Some have tried to solve these problems using end-to-end auditable voting systems, which at least try to facilitate electronic voting, if not Internet voting. Typically, votes are made via a kiosk, which produces some kind of paper record of the ballot, but they allow votes to be processed electronically rather than hand-counted, for efficiency and expediency. An E2E verificable system will typically cryptographically encode the physical ballots somehow, so that a later audit can be conducted if necessary to match the paper ballot with the registered vote. Scantegrity, a system used to cryptographically verify optical voting records, tries to solve the problem of verifying physical ballot validity by including a cryptographic code printed on the voting ballot. Auditors can use the cryptographic code later on to check that the vote registered on the system corresponded with the vote on the ballot.
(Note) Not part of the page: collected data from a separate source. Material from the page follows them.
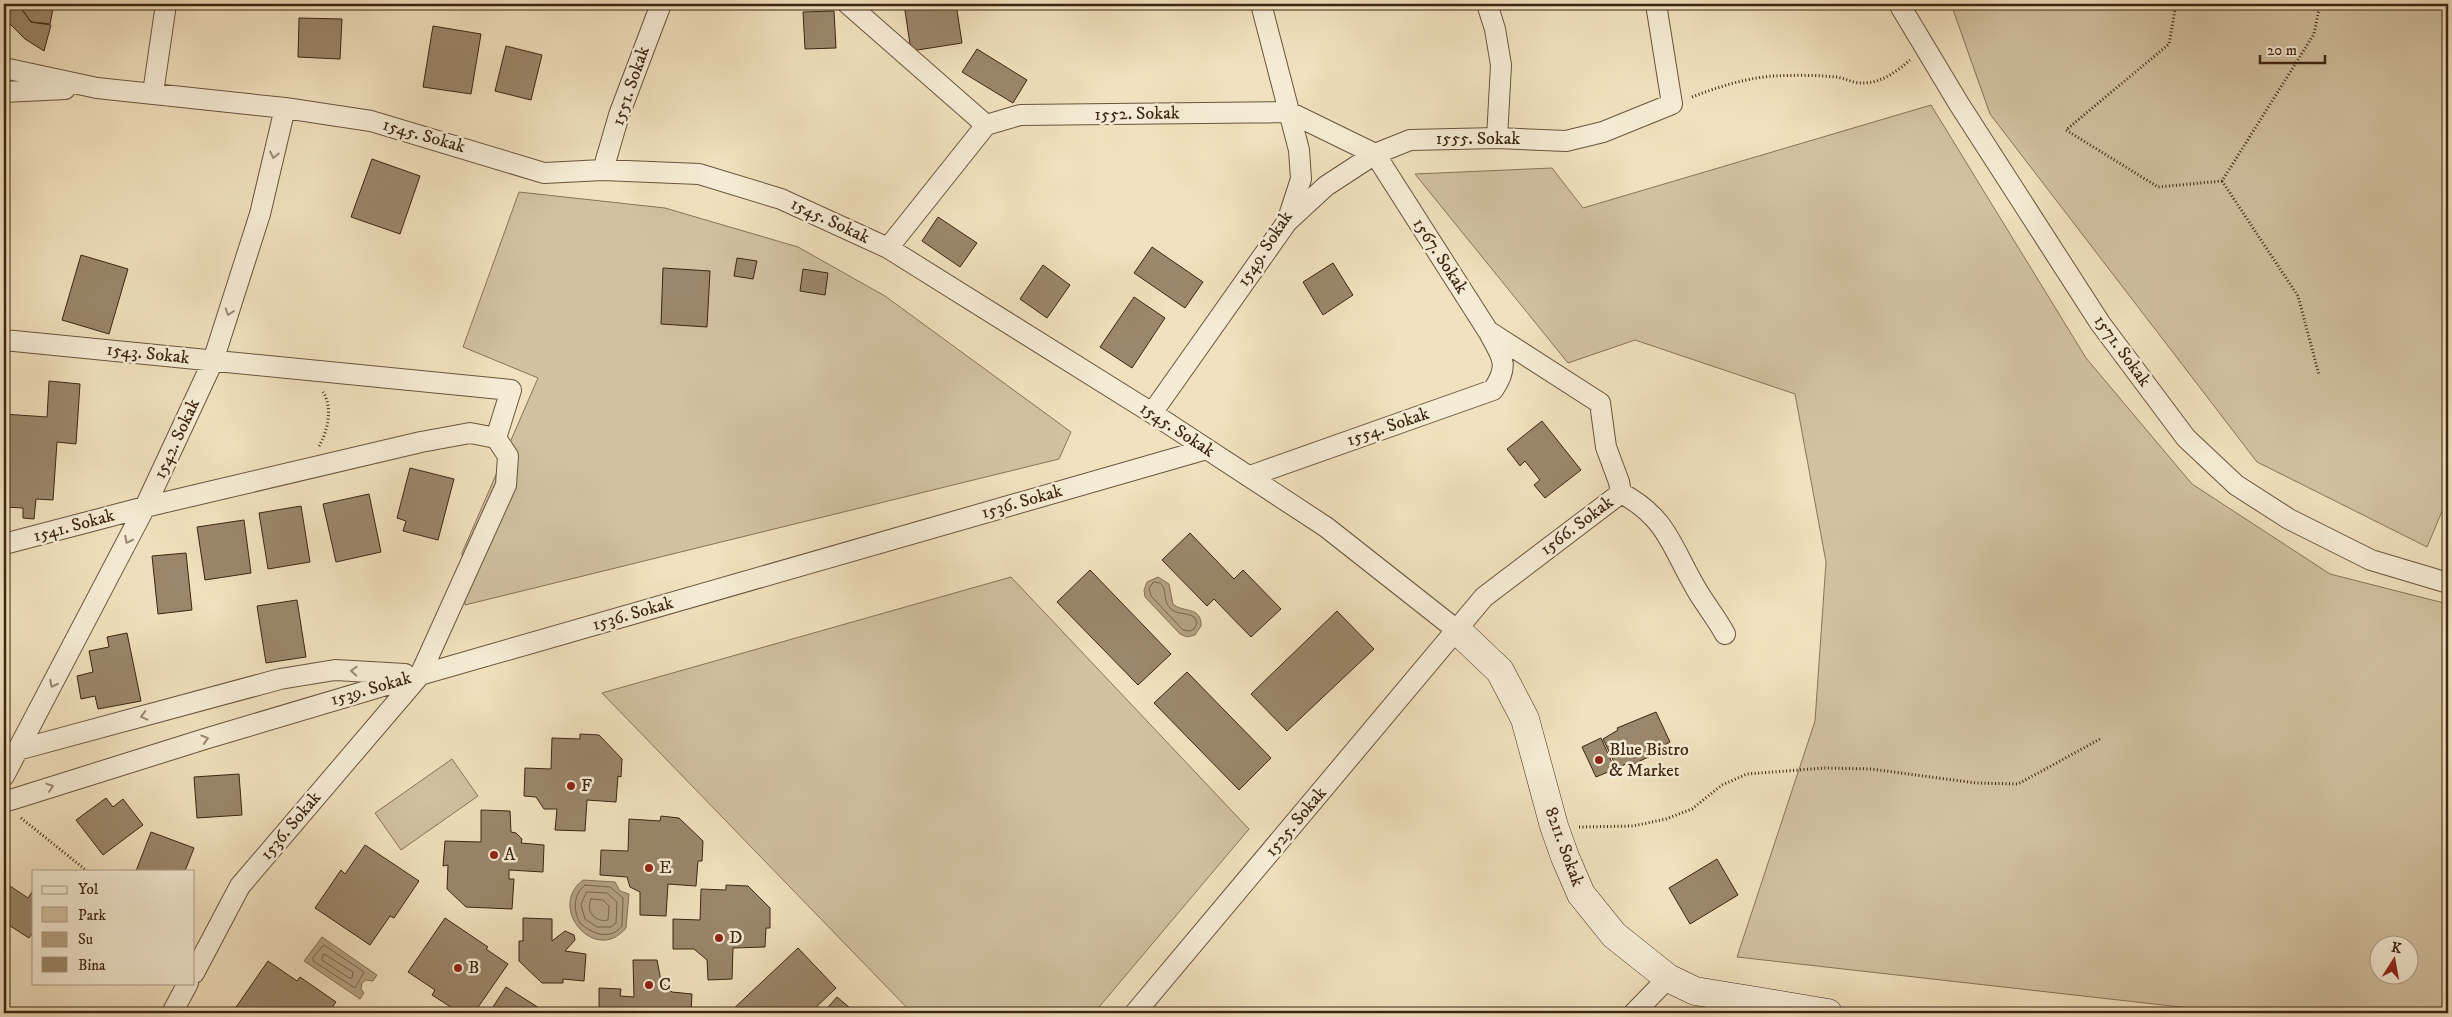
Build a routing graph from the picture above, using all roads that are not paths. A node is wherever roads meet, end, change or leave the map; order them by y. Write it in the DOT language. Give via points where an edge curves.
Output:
graph roads {
  1 [pos="166,4"];
  2 [pos="661,4"];
  3 [pos="848,4"];
  4 [pos="1262,4"];
  5 [pos="1487,4"];
  6 [pos="1656,4"];
  7 [pos="1899,4"];
  8 [pos="4,68"];
  9 [pos="98,88"];
  10 [pos="4,92"];
  11 [pos="153,93"];
  12 [pos="285,108"];
  13 [pos="1289,112"];
  14 [pos="986,125"];
  15 [pos="1497,138"];
  16 [pos="1375,154"];
  17 [pos="603,170"];
  18 [pos="1287,222"];
  19 [pos="888,248"];
  20 [pos="1488,330"];
  21 [pos="4,340"];
  22 [pos="1503,358"];
  23 [pos="213,361"];
  24 [pos="1152,413"];
  25 [pos="496,438"];
  26 [pos="1206,449"];
  27 [pos="1250,476"];
  28 [pos="1621,493"];
  29 [pos="145,507"];
  30 [pos="4,544"];
  31 [pos="2448,583"];
  32 [pos="1458,631"];
  33 [pos="1725,634"];
  34 [pos="420,675"];
  35 [pos="11,751"];
  36 [pos="4,776"];
  37 [pos="10,808"];
  38 [pos="195,971"];
  39 [pos="1668,978"];
  40 [pos="187,984"];
  41 [pos="172,1013"];
  42 [pos="1135,1013"];
  43 [pos="1634,1013"];
  44 [pos="1828,1013"];
  1 -- 11 [label="street"];
  2 -- 17 [label="street, 1551. Sokak"];
  3 -- 14 [label="street"];
  4 -- 13 [label="street, 1549. Sokak"];
  5 -- 15 [label="street" via="1501,65"];
  6 -- 15 [label="street, 1555. Sokak" via="1672,104 1603,132 1566,142"];
  7 -- 31 [label="street, 1571. Sokak" via="1959,104 2100,323 2186,438 2236,486 2289,519 2371,560"];
  8 -- 9 [label="street"];
  9 -- 10 [label="street"];
  9 -- 11 [label="street, 1545. Sokak"];
  11 -- 12 [label="street, 1545. Sokak"];
  12 -- 17 [label="street, 1545. Sokak" via="371,121 544,173"];
  12 -- 23 [label="street, 1542. Sokak, one-way" via="260,214"];
  13 -- 14 [label="street, 1552. Sokak" via="1020,115"];
  13 -- 16 [label="street"];
  13 -- 18 [label="street, 1549. Sokak" via="1301,179"];
  14 -- 19 [label="street"];
  15 -- 16 [label="street, 1555. Sokak" via="1410,140"];
  16 -- 18 [label="street, 1555. Sokak" via="1326,186"];
  16 -- 20 [label="street, 1567. Sokak"];
  17 -- 19 [label="street, 1545. Sokak" via="698,174 781,199"];
  18 -- 24 [label="street, 1549. Sokak"];
  19 -- 24 [label="street, 1545. Sokak"];
  20 -- 22 [label="street, 1567. Sokak"];
  20 -- 28 [label="street, 1566. Sokak" via="1600,403 1606,447"];
  21 -- 23 [label="street, 1543. Sokak"];
  22 -- 27 [label="street, 1554. Sokak" via="1503,376 1493,390"];
  23 -- 25 [label="street, 1543. Sokak" via="511,390"];
  23 -- 29 [label="street, 1542. Sokak"];
  24 -- 26 [label="street, 1545. Sokak"];
  25 -- 29 [label="street, 1541. Sokak" via="470,433"];
  25 -- 34 [label="street" via="508,456 506,485"];
  26 -- 27 [label="street, 1545. Sokak"];
  26 -- 34 [label="street, 1536. Sokak"];
  27 -- 32 [label="street, 1545. Sokak" via="1326,527"];
  28 -- 32 [label="street, 1566. Sokak" via="1484,597"];
  28 -- 33 [label="street" via="1644,508 1665,530 1694,586"];
  29 -- 30 [label="street, 1541. Sokak"];
  29 -- 35 [label="street, 1542. Sokak, one-way"];
  32 -- 39 [label="street, 8211. Sokak" via="1500,671 1525,719 1554,826 1581,894 1614,935"];
  32 -- 42 [label="street, 1525. Sokak"];
  34 -- 35 [label="street, 1539. Sokak, one-way" via="334,670 280,679"];
  37 -- 34 [label="street, 1539. Sokak, one-way" via="208,738"];
  34 -- 38 [label="street, 1536. Sokak" via="240,886"];
  35 -- 36 [label="street, 1542. Sokak"];
  39 -- 43 [label="street"];
  39 -- 44 [label="street, 8211. Sokak" via="1695,991"];
  40 -- 41 [label="street"];
}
But, Scantegrity relies heavily on data registered before an election (such as unique codes that can be used by voters, for example). What if an election official added more codes to the list of allowable voting codes, and then ‘stuffed the ballot’ to make new, fake votes? Jeremy Clark of Carleton University and Aleks Essex at the University of Waterloo hope to use block chains to solve that problem. They published a paper describing commitcoin. This is an implementation of a system that uses cryptographic proof of work systems to prove that they committed a message before a certain date. The pair have suggested that this system could be used not to manage an entire voting system, but rather to prove the integrity of election data (such as a list of valid voting codes) before an event. That way, if someone tried to add more voting codes, it could be compared with the original, verifiable list.
Hybrid approach
Clark has also worked on a remote voting system known as Remotegrity. This allows voters to use the Internet, though it relies on the postal system as a side channel. Voters can’t rely entirely on the voting system, but must instead receive lists of candidates via the mail. The candidates are represented by numbers, randomised across different mailings and they use these numbers when voting on the Internet. That prevents a compromised computer from changing their vote. Clark explained: “I think the long term solution is to marry a modified version of Remotegrity with the block chain, so that you end up with a Distributed Autonomous version of Remotegrity.” The block chain may be a useful means of guaranteeing vote integrity at the back end, but as these experts point out, guaranteeing vote integrity from end to end is a sticky problem – especially if you’re trying to make push-button democracy a reality. On the other hand, in an electoral system where a quarter of eligible US voters aren’t even registered, rootkits are one problem in a constellation of democracy-threatening issues.”